Speaker
Description
Purpose: The World Health Organization (WHO) fixed as the gold standard for COVID-19 diagnosis the positive tested RT-PCR while the use of Computed Tomography (CT) images and Artificial Intelligence (AI) for this purpose is still under evaluation since differential diagnosis for other kinds of pneumonia is not reliable. However, AI and CT may be useful to follow up patients and to evaluate the severity of the lung infection allowing the workload reduction in radiology departments. As Artificial Intelligence in Medicine (AIM) INFN project, we worked on this topic developing a system, called LungQuant, based on a cascade of two U-nets using only publicly available data.

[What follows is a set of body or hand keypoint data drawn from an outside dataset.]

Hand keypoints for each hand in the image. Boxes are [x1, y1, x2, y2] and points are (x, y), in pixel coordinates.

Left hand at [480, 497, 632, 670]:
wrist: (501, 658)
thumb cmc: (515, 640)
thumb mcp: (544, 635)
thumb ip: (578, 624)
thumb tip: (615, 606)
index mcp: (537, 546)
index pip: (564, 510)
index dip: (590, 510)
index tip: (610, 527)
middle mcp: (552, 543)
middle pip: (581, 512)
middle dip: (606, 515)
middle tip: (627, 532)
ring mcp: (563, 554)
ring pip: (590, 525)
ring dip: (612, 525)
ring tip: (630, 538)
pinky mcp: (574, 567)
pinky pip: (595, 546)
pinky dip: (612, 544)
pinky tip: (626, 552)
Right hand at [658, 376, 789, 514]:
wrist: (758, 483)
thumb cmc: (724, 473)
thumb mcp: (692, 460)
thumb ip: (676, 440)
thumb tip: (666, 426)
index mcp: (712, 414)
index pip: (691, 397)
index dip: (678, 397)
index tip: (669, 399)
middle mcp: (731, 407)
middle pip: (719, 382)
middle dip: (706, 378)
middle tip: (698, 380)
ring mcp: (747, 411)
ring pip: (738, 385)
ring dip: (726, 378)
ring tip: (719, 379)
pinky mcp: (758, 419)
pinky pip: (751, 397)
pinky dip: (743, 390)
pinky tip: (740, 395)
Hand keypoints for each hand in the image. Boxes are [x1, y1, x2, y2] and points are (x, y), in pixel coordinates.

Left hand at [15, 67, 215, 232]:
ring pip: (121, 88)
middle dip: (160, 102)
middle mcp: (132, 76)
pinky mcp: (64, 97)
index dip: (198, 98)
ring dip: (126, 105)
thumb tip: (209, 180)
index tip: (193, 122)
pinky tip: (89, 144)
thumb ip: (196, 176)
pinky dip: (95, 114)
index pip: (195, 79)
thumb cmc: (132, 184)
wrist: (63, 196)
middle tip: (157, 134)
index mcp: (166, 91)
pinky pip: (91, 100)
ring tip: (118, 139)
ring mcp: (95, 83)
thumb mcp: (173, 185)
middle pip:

Method: The system is made of two U-nets: the first one is trained to segment the lung, while the second one is trained to segment the lung infection due to COVID-19. The output of the first U-Net is then refined using a connected-component labeling strategy, which helps to remove small regions of the segmented mask not connected with the main objects identified as the lungs. The second U-Net for the COVID-19 lesions segmentation is trained on a bounding-box enclosing the morphologically refined segmented lungs. The LungQuant algorithm processes CT images and returns as output the lung segmentation, the lung infection segmentation and the CT-Severity Score (CT-SS), which is defined as the ratio between infected volume and total lung volume. The system has been trained and tested on publicly available datasets to ensure reproducibility. It has been evaluated also in a cross-dataset scheme to study the transferability of its performances. 551 lung CTs have been used to train and evaluate the first U-net for lung segmentation. Three different datasets, containing both COVID-19 and non COVID-19 patients, have been aggregated to obtain a consistent number of samples. To train the second U-net, devoted to the infection segmentation, 249 CTs scans have been used taken from two different datasets. We also applied data augmentation to increase the amount of training data by applying rotations, elastic transformations, zooming and by adding gaussian noise to the original CTs. Finally, the whole system has been tested also on a completely independent public dataset (COVID-19-CT-Seg) to evaluate the LungQuant generalization capability. Both the lung and the infection segmentation masks have been evaluated with the DICE index and CT-SS assessment has been evaluated with accuracy and Mean Absolute Error (MAE).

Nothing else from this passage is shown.